■ **Problem to solve**:
Read the records below and copy each line that contains "Avenue".

■ **Extracted information**:
*** Begin section ***
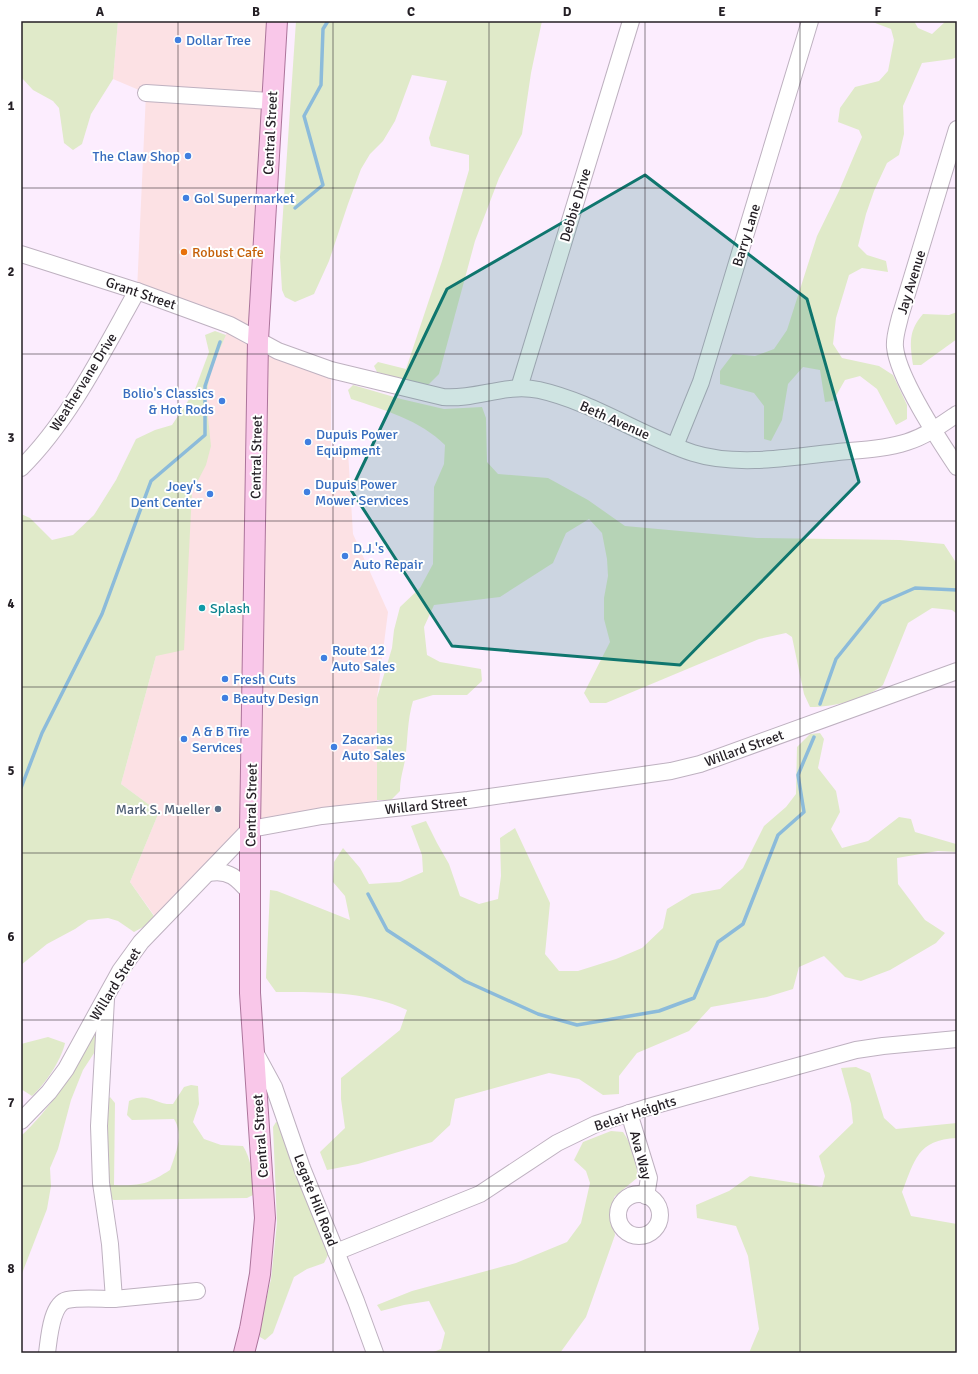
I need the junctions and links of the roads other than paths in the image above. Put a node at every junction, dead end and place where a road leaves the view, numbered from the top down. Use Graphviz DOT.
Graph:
graph roads {
  1 [pos="277,21"];
  2 [pos="631,21"];
  3 [pos="810,21"];
  4 [pos="146,93"];
  5 [pos="271,101"];
  6 [pos="957,130"];
  7 [pos="21,254"];
  8 [pos="137,291"];
  9 [pos="258,340"];
  10 [pos="519,388"];
  11 [pos="957,414"];
  12 [pos="934,430"];
  13 [pos="675,446"];
  14 [pos="957,467"];
  15 [pos="21,468"];
  16 [pos="957,671"];
  17 [pos="250,828"];
  18 [pos="209,873"];
  19 [pos="250,893"];
  20 [pos="106,996"];
  21 [pos="957,1039"];
  22 [pos="254,1049"];
  23 [pos="629,1113"];
  24 [pos="21,1121"];
  25 [pos="646,1196"];
  26 [pos="336,1252"];
  27 [pos="197,1291"];
  28 [pos="114,1299"];
  29 [pos="47,1353"];
  30 [pos="244,1353"];
  31 [pos="375,1353"];
  1 -- 5 [label="main road, Central Street"];
  2 -- 10 [label="street, Debbie Drive"];
  3 -- 13 [label="street, Barry Lane"];
  4 -- 5 [label="street"];
  5 -- 9 [label="main road, Central Street"];
  6 -- 12 [label="street, Jay Avenue"];
  7 -- 8 [label="street, Grant Street"];
  8 -- 9 [label="street, Grant Street"];
  8 -- 15 [label="street, Weathervane Drive"];
  9 -- 10 [label="street, Beth Avenue"];
  9 -- 17 [label="main road, Central Street"];
  10 -- 13 [label="street, Beth Avenue"];
  11 -- 12 [label="street"];
  12 -- 13 [label="street, Beth Avenue"];
  12 -- 14 [label="street"];
  16 -- 17 [label="street, Willard Street"];
  17 -- 18 [label="street, Willard Street"];
  17 -- 19 [label="main road, Central Street"];
  18 -- 19 [label="street"];
  18 -- 20 [label="street, Willard Street"];
  19 -- 22 [label="main road, Central Street"];
  20 -- 24 [label="street, Willard Street"];
  20 -- 28 [label="street"];
  21 -- 23 [label="street, Belair Heights"];
  22 -- 26 [label="street, Legate Hill Road"];
  22 -- 30 [label="main road, Central Street"];
  23 -- 25 [label="street, Ava Way"];
  23 -- 26 [label="street, Belair Heights"];
  26 -- 31 [label="street, Legate Hill Road"];
  27 -- 28 [label="street"];
  28 -- 29 [label="street"];
}
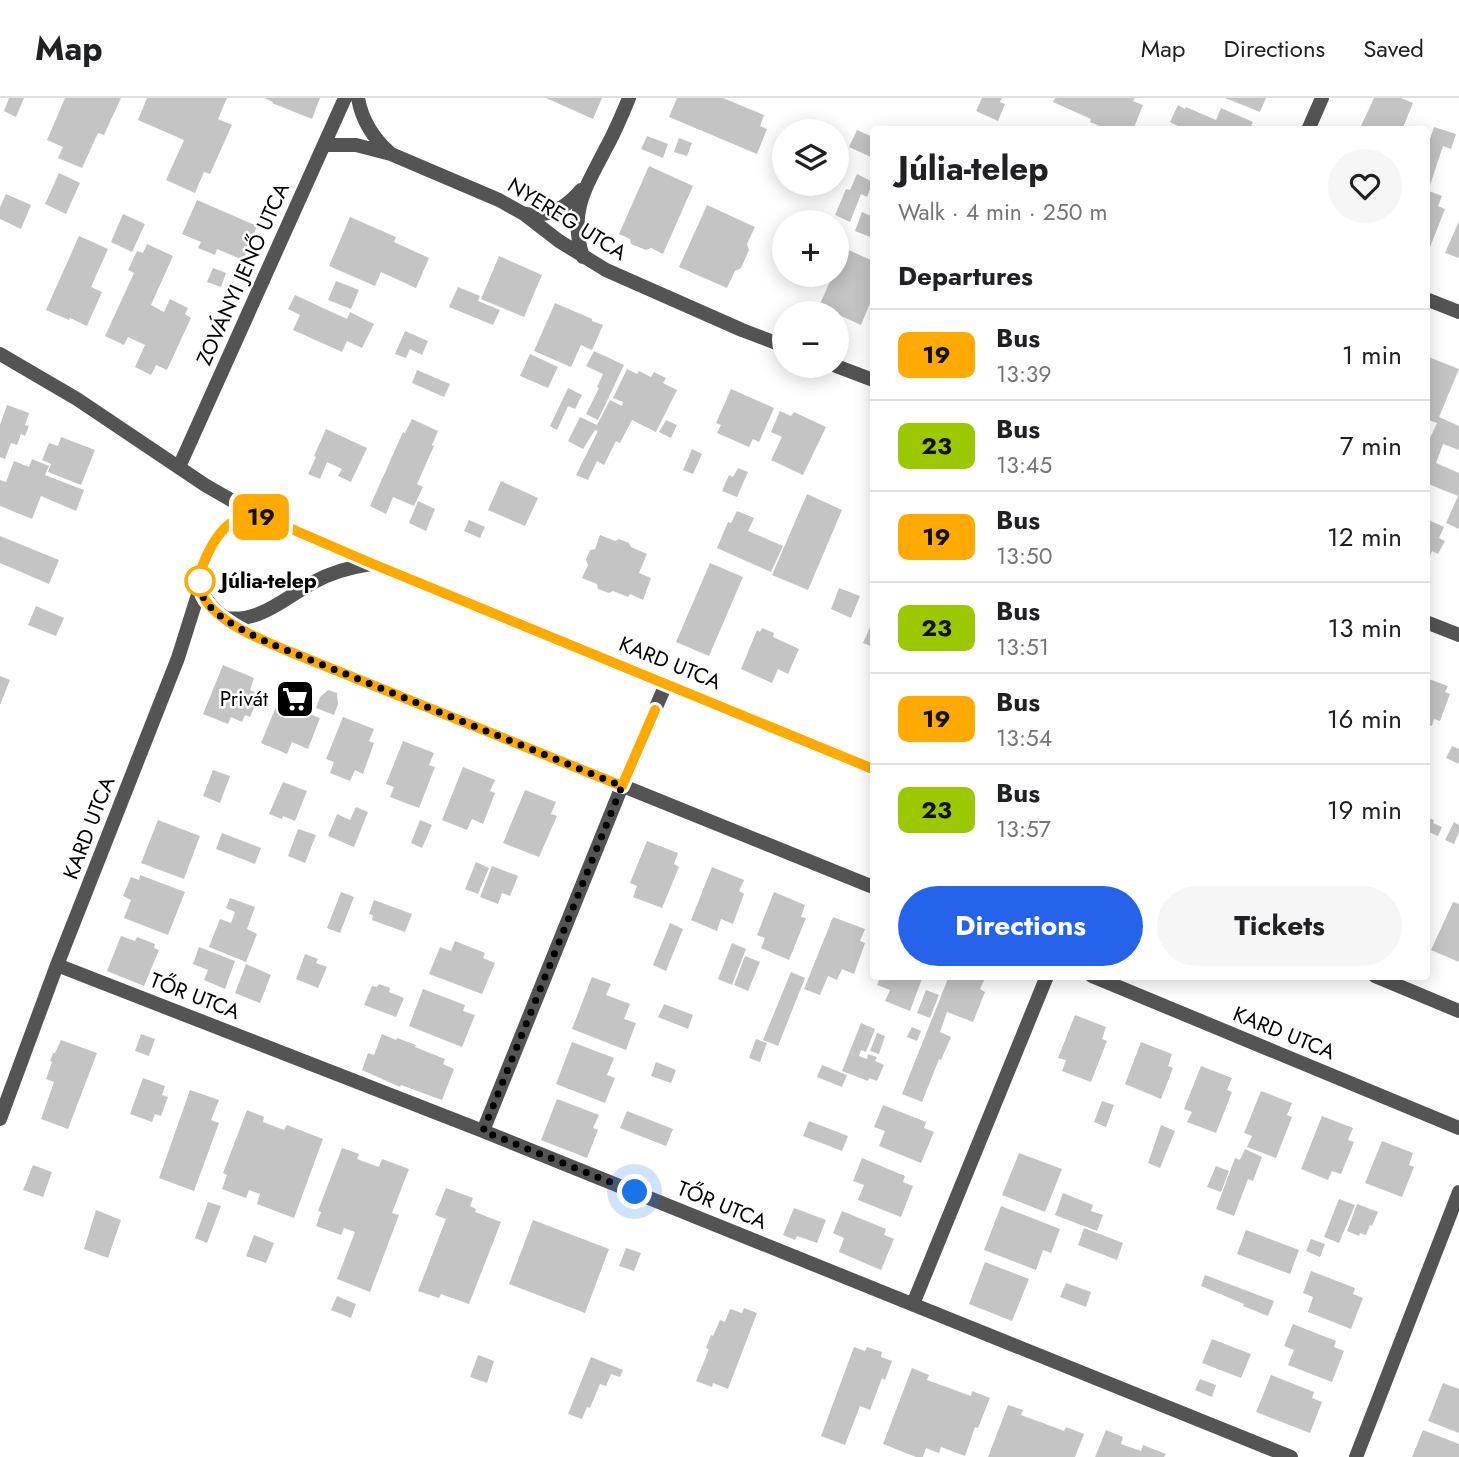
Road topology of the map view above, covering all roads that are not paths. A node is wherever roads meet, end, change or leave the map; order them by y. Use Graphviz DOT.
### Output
graph roads {
  1 [pos="345,98"];
  2 [pos="358,98"];
  3 [pos="629,98"];
  4 [pos="1322,98"];
  5 [pos="1310,126"];
  6 [pos="324,145"];
  7 [pos="391,154"];
  8 [pos="587,184"];
  9 [pos="524,214"];
  10 [pos="583,257"];
  11 [pos="1430,301"];
  12 [pos="1459,312"];
  13 [pos="772,341"];
  14 [pos="0,354"];
  15 [pos="849,371"];
  16 [pos="870,379"];
  17 [pos="179,467"];
  18 [pos="252,512"];
  19 [pos="373,564"];
  20 [pos="200,588"];
  21 [pos="225,618"];
  22 [pos="1430,624"];
  23 [pos="1459,635"];
  24 [pos="666,684"];
  25 [pos="870,768"];
  26 [pos="622,786"];
  27 [pos="870,886"];
  28 [pos="57,965"];
  29 [pos="1045,980"];
  30 [pos="1102,980"];
  31 [pos="1385,980"];
  32 [pos="1459,1011"];
  33 [pos="0,1119"];
  34 [pos="1459,1128"];
  35 [pos="483,1131"];
  36 [pos="1459,1192"];
  37 [pos="913,1304"];
  38 [pos="1291,1457"];
  39 [pos="1356,1457"];
  1 -- 6 [label="street, ZOVÁNYI JENŐ UTCA"];
  2 -- 7 [label="street"];
  3 -- 8 [label="street"];
  4 -- 5 [label="street"];
  6 -- 7 [label="street, NYEREG UTCA"];
  6 -- 17 [label="street, ZOVÁNYI JENŐ UTCA"];
  7 -- 9 [label="street, NYEREG UTCA"];
  8 -- 9 [label="street"];
  8 -- 10 [label="street"];
  9 -- 10 [label="street, NYEREG UTCA"];
  10 -- 13 [label="street, NYEREG UTCA"];
  11 -- 12 [label="street"];
  14 -- 17 [label="street, KARD UTCA"];
  15 -- 16 [label="street"];
  17 -- 18 [label="street, KARD UTCA"];
  18 -- 19 [label="street, KARD UTCA"];
  18 -- 20 [label="street, KARD UTCA"];
  19 -- 21 [label="street"];
  19 -- 24 [label="street, KARD UTCA"];
  20 -- 21 [label="street"];
  20 -- 28 [label="street, KARD UTCA"];
  21 -- 26 [label="street"];
  22 -- 23 [label="street"];
  24 -- 25 [label="street, KARD UTCA"];
  24 -- 26 [label="street"];
  26 -- 27 [label="street"];
  26 -- 35 [label="street"];
  28 -- 33 [label="street, KARD UTCA"];
  28 -- 35 [label="street, TŐR UTCA"];
  29 -- 37 [label="street"];
  30 -- 34 [label="street, KARD UTCA"];
  31 -- 32 [label="street"];
  35 -- 37 [label="street, TŐR UTCA"];
  36 -- 39 [label="street"];
  37 -- 38 [label="street, TŐR UTCA"];
}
*** End section ***
■ **Written reply**:
  6 -- 12 [label="street, Jay Avenue"];
  9 -- 10 [label="street, Beth Avenue"];
  10 -- 13 [label="street, Beth Avenue"];
  12 -- 13 [label="street, Beth Avenue"];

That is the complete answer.